▶ EXERCISE REQUIREMENTS
Among the lines below, take the one holding "position:relative; width:752px; height:1992px;", the one holding "height:6px; margin:-3px; padding:0", and all lines between them. Set them down exactly.

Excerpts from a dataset
--

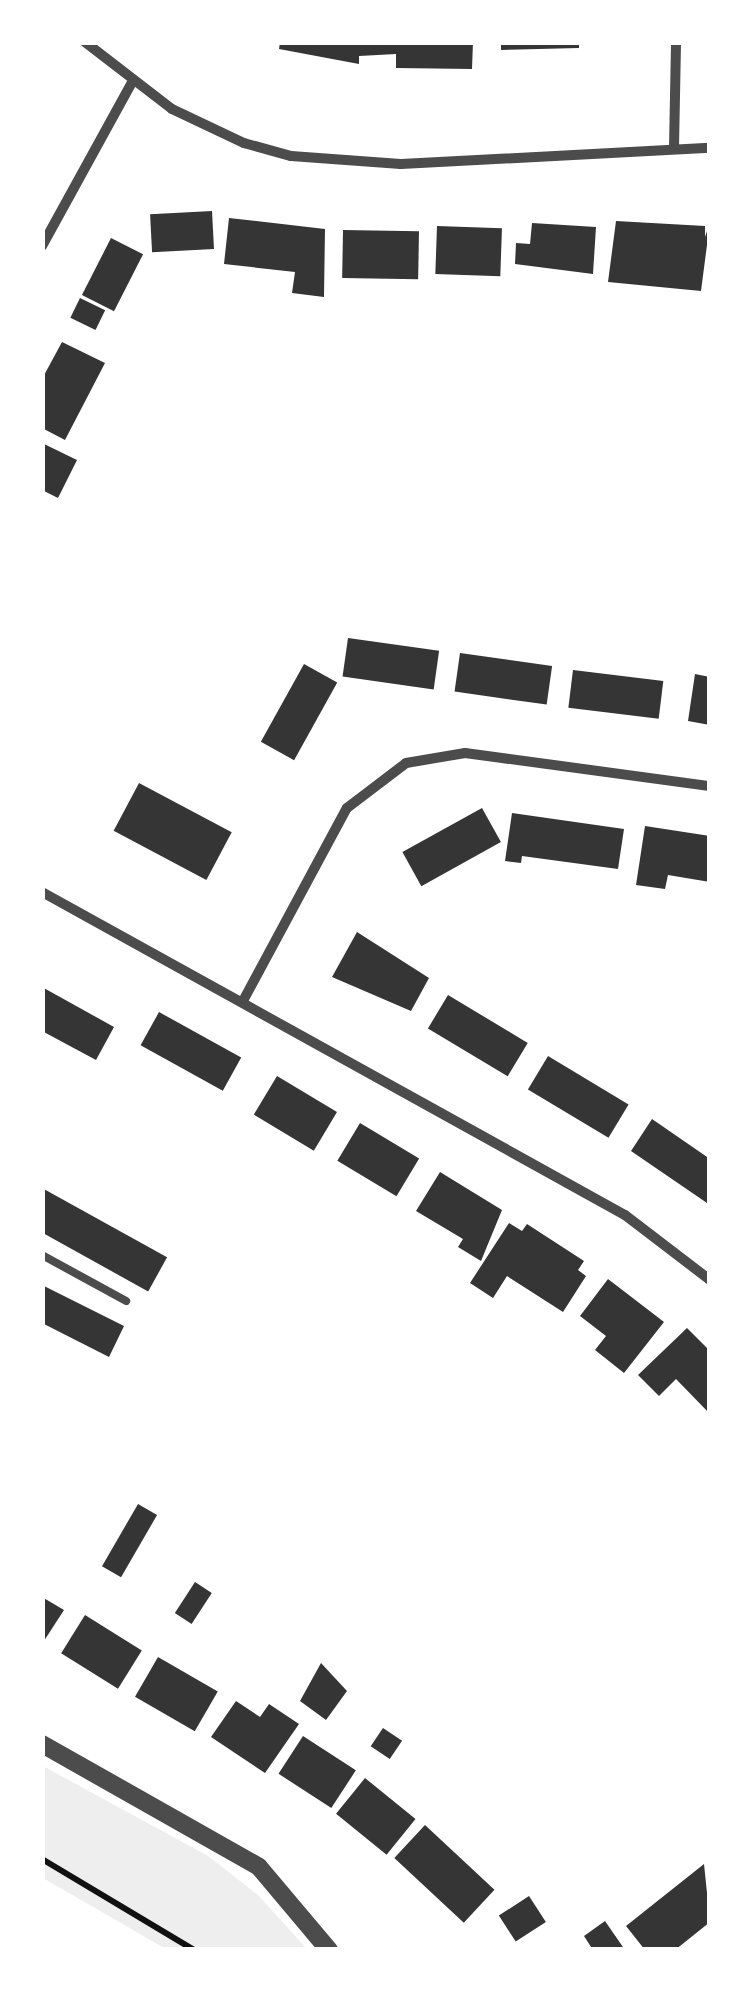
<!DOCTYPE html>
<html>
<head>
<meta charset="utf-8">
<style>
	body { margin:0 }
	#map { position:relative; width:752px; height:1992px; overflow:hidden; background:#fff; font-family:Overpass,sans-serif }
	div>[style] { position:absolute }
	.green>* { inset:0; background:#eee }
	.building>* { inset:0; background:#353535; transform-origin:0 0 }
	.path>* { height:6px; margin:-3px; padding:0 3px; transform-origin:3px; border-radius:3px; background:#111 }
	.service>* { height:8px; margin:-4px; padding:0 4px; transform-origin:4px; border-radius:4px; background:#4c4c4c }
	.minor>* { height:10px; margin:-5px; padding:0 5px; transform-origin:5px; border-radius:5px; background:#4c4c4c }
	.tertiary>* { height:18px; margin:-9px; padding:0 9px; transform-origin:9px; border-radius:9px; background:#4c4c4c }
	span { translate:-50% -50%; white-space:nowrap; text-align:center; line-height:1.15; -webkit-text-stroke:8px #fff; paint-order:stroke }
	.frame { position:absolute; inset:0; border:45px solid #fff; pointer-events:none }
</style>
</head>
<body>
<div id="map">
	<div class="green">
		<div style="clip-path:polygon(43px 1766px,208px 1856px,258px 1895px,307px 1949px,166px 1949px,43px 1878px)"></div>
	</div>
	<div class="building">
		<div style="clip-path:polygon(280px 42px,473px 42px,472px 69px,396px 68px,396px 54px,359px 56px,359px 64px,279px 49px)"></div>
		<div style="clip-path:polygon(501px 42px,579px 42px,579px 48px,501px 50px)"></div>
		<div style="left:212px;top:211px;width:38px;height:62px;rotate:87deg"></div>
		<div style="clip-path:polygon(229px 218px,325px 229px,324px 297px,292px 293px,295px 272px,224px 264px)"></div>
		<div style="clip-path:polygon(616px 221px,705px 226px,705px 237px,710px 222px,701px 291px,608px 282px)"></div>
		<div style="clip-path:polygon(532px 223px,596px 227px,593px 274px,515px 264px,516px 243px,530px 244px)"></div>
		<div style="left:437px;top:226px;width:65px;height:48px;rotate:2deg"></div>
		<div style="left:343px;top:230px;width:76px;height:48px;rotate:1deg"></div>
		<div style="left:111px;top:238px;width:36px;height:64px;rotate:27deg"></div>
		<div style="left:80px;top:298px;width:28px;height:22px;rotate:26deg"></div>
		<div style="clip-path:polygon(62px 342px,105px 363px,65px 440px,42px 428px,42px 379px)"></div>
		<div style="clip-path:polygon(42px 443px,77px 460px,58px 498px,42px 490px)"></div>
		<div style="left:348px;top:638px;width:92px;height:39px;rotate:8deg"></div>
		<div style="left:460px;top:653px;width:93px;height:39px;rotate:8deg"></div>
		<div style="left:304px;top:664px;width:38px;height:89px;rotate:29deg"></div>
		<div style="left:573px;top:670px;width:91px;height:38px;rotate:7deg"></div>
		<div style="clip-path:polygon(695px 674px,710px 677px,710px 725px,688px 721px)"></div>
		<div style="left:139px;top:783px;width:105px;height:54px;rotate:28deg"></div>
		<div style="left:482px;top:808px;width:39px;height:91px;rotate:61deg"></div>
		<div style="clip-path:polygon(512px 813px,624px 829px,618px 869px,522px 856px,521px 863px,505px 861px)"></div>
		<div style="clip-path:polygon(645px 826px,710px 836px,710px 882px,668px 875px,665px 889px,636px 885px)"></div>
		<div style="clip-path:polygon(357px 932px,429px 978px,411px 1011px,332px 977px)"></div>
		<div style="clip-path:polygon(42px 987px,114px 1027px,96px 1060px,42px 1031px)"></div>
		<div style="left:448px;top:995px;width:93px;height:39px;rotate:31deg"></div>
		<div style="left:159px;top:1012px;width:94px;height:38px;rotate:29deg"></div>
		<div style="left:548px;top:1056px;width:94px;height:39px;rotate:31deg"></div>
		<div style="left:277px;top:1076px;width:70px;height:45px;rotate:31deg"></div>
		<div style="clip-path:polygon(652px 1119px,710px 1159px,707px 1203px,631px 1151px)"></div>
		<div style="left:360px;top:1123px;width:69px;height:44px;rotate:31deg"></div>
		<div style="clip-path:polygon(440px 1172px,502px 1210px,481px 1261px,458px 1247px,463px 1239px,416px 1211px)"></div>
		<div style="left:42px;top:1188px;width:143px;height:39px;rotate:29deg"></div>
		<div style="clip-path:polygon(509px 1223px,522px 1231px,527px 1224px,584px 1261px,578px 1270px,586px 1276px,563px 1312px,507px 1276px,493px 1298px,470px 1283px)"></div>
		<div style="clip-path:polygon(608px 1279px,664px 1322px,624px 1373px,595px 1350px,606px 1336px,580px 1316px)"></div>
		<div style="clip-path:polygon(42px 1285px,124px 1326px,109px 1357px,42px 1323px)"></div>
		<div style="clip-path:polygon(687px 1328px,710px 1351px,710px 1414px,676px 1379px,659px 1396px,638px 1375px)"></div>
		<div style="left:138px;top:1504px;width:22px;height:72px;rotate:30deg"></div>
		<div style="left:195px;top:1582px;width:20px;height:37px;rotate:33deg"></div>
		<div style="clip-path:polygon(42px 1597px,64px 1610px,42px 1644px)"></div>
		<div style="left:85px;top:1615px;width:67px;height:45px;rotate:32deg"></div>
		<div style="left:158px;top:1657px;width:69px;height:46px;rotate:30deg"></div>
		<div style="clip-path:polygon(321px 1663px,347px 1691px,326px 1720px,300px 1701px)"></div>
		<div style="clip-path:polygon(236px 1701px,260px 1717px,269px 1704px,299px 1724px,265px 1773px,211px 1737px)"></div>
		<div style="left:383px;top:1728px;width:23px;height:22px;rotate:34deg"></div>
		<div style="left:303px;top:1736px;width:63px;height:45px;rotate:33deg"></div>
		<div style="left:365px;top:1778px;width:65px;height:46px;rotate:39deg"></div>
		<div style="left:425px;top:1825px;width:95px;height:45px;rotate:43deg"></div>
		<div style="clip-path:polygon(704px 1864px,710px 1922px,675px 1950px,645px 1950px,626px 1926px)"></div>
		<div style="left:529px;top:1896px;width:31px;height:36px;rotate:57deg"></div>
		<div style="clip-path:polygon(605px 1921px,625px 1950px,593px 1950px,584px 1936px)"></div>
	</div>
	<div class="path">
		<div style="left:42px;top:1859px;width:177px;rotate:30.9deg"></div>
	</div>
	<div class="service">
		<div style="left:42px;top:1255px;width:96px;rotate:28.7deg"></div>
	</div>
	<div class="minor">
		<div style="left:85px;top:42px;width:110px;rotate:37.6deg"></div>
		<div style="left:172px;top:109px;width:80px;rotate:25.3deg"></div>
		<div style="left:244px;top:143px;width:49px;rotate:15.5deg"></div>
		<div style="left:291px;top:156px;width:110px;rotate:4.2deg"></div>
		<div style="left:401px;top:164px;width:309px;rotate:-3deg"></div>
		<div style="left:674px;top:148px;width:106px;rotate:-88.9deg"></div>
		<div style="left:42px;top:246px;width:185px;rotate:-61.2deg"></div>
		<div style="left:42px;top:892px;width:666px;rotate:28.99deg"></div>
		<div style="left:625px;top:1215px;width:107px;rotate:37.4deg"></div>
		<div style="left:244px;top:999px;width:217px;rotate:-61.7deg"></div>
		<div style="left:347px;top:808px;width:74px;rotate:-37.3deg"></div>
		<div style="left:406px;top:763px;width:60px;rotate:-9.6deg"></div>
		<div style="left:465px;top:753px;width:247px;rotate:7.7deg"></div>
	</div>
	<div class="tertiary">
		<div style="left:42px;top:1744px;width:249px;rotate:29.5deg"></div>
		<div style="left:259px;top:1867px;width:109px;rotate:49.9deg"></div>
	</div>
	<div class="frame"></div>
</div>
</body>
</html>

--

▶ EXERCISE OUTPUT
	#map { position:relative; width:752px; height:1992px; overflow:hidden; background:#fff; font-family:Overpass,sans-serif }
	div>[style] { position:absolute }
	.green>* { inset:0; background:#eee }
	.building>* { inset:0; background:#353535; transform-origin:0 0 }
	.path>* { height:6px; margin:-3px; padding:0 3px; transform-origin:3px; border-radius:3px; background:#111 }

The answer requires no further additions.